Ya estoy haciendo mi maleta para retornar a Venezuela, la Casa Grande como la llama Leonardo Padrón, luego de seis meses en Nueva York, a donde vine a realizar un programa certificado de periodismo emprendedor. Ya cumplido el objetivo, de este lado del río no hay nadie que me anime a regresar. De aquel lado, tampoco muchos.

Mi estancia aquí ha sido frugal y divina. He llevado literalmente vida de estudiante, es decir, con una beca y arañando aquí y allá, pero a la vez he tenido la fortuna de disfrutar de unas veladas maravillosas, compañeros extraordinarios y he saboreado lo que la ciudad ofrece gratis. Entre esas posibilidades, caminar, caminar, caminar…

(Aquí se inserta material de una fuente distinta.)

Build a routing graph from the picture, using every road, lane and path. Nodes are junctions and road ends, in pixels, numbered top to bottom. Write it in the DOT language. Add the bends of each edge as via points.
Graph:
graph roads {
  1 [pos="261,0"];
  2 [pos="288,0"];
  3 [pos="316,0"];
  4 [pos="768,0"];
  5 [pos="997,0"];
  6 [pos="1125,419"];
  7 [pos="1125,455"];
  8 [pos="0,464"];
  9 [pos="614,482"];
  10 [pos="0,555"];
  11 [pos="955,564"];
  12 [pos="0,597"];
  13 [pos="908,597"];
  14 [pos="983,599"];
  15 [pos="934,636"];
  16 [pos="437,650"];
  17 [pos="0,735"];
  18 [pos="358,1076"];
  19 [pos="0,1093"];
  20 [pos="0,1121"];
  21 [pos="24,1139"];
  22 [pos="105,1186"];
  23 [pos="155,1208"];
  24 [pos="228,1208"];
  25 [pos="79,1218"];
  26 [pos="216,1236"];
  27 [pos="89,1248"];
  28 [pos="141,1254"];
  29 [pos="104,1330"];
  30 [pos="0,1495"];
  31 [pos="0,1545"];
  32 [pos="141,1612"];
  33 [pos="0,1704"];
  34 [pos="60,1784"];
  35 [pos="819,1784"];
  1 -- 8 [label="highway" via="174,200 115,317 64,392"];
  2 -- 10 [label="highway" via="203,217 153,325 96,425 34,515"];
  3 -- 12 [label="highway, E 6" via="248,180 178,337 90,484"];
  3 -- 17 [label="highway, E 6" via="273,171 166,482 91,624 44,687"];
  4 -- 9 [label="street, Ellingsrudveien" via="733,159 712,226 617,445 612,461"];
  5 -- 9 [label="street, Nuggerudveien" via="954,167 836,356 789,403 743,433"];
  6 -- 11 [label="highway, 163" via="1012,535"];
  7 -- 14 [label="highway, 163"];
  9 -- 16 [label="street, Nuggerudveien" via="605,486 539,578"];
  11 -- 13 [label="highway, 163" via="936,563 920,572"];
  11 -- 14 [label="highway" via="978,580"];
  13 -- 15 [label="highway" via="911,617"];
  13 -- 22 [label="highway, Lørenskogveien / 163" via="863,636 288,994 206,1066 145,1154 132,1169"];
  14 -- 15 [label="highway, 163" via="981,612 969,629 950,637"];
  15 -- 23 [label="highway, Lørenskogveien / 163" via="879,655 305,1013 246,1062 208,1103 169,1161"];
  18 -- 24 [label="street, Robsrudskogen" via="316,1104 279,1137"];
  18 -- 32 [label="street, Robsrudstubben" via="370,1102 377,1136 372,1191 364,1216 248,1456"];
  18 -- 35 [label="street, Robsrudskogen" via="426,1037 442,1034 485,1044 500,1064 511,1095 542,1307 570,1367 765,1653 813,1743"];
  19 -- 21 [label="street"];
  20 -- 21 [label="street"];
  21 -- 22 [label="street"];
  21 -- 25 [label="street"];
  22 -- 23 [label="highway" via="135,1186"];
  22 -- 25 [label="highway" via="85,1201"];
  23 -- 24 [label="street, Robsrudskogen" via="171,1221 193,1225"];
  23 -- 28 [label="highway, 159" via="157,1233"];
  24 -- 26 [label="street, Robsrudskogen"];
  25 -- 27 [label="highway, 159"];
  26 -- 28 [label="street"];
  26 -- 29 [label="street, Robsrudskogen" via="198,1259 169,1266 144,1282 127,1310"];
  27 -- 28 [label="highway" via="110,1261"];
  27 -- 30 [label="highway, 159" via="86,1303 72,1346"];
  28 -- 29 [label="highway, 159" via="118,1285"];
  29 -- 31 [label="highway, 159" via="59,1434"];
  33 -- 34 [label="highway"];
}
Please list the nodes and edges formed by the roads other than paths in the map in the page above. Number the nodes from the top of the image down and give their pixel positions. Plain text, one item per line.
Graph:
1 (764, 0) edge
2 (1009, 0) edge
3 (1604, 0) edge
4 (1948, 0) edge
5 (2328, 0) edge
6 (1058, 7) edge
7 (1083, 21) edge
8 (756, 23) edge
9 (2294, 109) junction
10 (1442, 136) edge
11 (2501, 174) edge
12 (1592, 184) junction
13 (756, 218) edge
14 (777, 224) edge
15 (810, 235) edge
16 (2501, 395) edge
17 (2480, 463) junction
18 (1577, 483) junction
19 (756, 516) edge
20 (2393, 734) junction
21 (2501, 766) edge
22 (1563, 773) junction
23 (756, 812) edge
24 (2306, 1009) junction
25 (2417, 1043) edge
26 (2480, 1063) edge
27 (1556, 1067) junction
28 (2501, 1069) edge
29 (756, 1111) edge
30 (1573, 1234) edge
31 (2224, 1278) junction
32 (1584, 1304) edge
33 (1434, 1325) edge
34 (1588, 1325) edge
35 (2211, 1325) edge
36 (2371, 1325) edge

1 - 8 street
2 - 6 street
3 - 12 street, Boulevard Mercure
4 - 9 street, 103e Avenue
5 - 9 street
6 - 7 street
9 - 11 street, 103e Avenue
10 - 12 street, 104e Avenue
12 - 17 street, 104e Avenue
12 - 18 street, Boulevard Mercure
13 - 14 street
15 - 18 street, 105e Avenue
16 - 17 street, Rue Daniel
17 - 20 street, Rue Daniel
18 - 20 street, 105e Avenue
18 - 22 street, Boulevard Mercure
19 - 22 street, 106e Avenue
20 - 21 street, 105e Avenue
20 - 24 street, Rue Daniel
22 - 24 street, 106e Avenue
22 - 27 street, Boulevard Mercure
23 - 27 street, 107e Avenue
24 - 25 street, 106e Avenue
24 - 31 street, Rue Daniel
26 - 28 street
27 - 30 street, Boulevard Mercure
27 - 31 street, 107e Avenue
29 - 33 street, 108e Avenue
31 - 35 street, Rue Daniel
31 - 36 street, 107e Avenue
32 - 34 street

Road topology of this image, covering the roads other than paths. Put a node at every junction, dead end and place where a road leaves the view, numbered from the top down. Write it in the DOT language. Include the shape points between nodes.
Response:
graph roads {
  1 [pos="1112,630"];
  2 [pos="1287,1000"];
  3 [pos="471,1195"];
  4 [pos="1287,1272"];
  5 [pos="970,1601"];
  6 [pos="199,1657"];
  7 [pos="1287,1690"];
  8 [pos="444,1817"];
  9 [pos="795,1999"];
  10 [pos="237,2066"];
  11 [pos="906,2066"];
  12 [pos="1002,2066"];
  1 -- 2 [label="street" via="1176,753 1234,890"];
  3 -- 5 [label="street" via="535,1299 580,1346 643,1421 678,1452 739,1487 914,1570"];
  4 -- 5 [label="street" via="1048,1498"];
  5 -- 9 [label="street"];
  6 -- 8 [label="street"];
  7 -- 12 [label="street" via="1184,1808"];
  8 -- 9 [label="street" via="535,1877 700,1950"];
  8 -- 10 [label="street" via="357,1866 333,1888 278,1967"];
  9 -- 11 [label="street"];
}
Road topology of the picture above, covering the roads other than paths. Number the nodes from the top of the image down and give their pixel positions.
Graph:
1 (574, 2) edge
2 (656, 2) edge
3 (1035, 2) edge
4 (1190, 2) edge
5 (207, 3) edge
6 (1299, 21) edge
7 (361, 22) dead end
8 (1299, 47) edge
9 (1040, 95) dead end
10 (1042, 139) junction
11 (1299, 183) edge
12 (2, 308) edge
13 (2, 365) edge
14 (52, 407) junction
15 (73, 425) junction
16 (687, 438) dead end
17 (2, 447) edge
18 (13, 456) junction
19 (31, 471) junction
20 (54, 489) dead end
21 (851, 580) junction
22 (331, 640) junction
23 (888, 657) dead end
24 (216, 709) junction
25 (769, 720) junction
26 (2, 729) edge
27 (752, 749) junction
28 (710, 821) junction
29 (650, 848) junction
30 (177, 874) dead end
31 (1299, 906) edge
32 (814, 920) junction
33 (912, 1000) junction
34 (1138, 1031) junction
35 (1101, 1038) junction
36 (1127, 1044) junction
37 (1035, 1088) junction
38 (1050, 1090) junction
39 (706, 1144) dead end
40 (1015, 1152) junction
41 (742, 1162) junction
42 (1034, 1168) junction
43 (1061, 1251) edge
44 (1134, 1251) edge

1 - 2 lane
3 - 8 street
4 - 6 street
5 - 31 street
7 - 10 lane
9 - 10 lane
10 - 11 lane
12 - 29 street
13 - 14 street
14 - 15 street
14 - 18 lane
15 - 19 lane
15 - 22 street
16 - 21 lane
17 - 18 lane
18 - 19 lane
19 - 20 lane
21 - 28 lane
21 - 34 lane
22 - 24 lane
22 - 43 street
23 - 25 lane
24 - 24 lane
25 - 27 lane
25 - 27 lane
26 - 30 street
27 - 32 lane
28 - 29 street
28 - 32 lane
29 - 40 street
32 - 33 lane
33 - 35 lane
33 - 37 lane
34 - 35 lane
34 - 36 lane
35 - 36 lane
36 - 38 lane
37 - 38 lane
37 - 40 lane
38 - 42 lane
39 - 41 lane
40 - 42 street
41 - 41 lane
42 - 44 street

Pocas cosas he extrañado de mi país en estos meses. Dos de ellas han sido el buen café en cada esquina y el pan, todo a un precio muy accesible, incluso hoy. Ambas son hechuras heredadas de las migraciones europeas. En el “Imperio” para comerse una buena canilla o tomarse un buen café, hay que pagar su dinerito. La arepa no la he echado de menos porque hay varias marcas de harina de maíz, entre ellas Harina Pan, y porque ahora aquí es muy fácil encontrar una arepera.

Al no tener un presupuesto holgado, ni contar con dólar subsidiado, me abstuve de hacer compras. Sin embargo, desde que comenté que pronto regresaba, me advirtieron: Compra desodorante, pasta dental, toallas sanitarias, granos…

Coñooooooo. Una sola persona me ha dicho: Tráeme un chocolate, y es literal.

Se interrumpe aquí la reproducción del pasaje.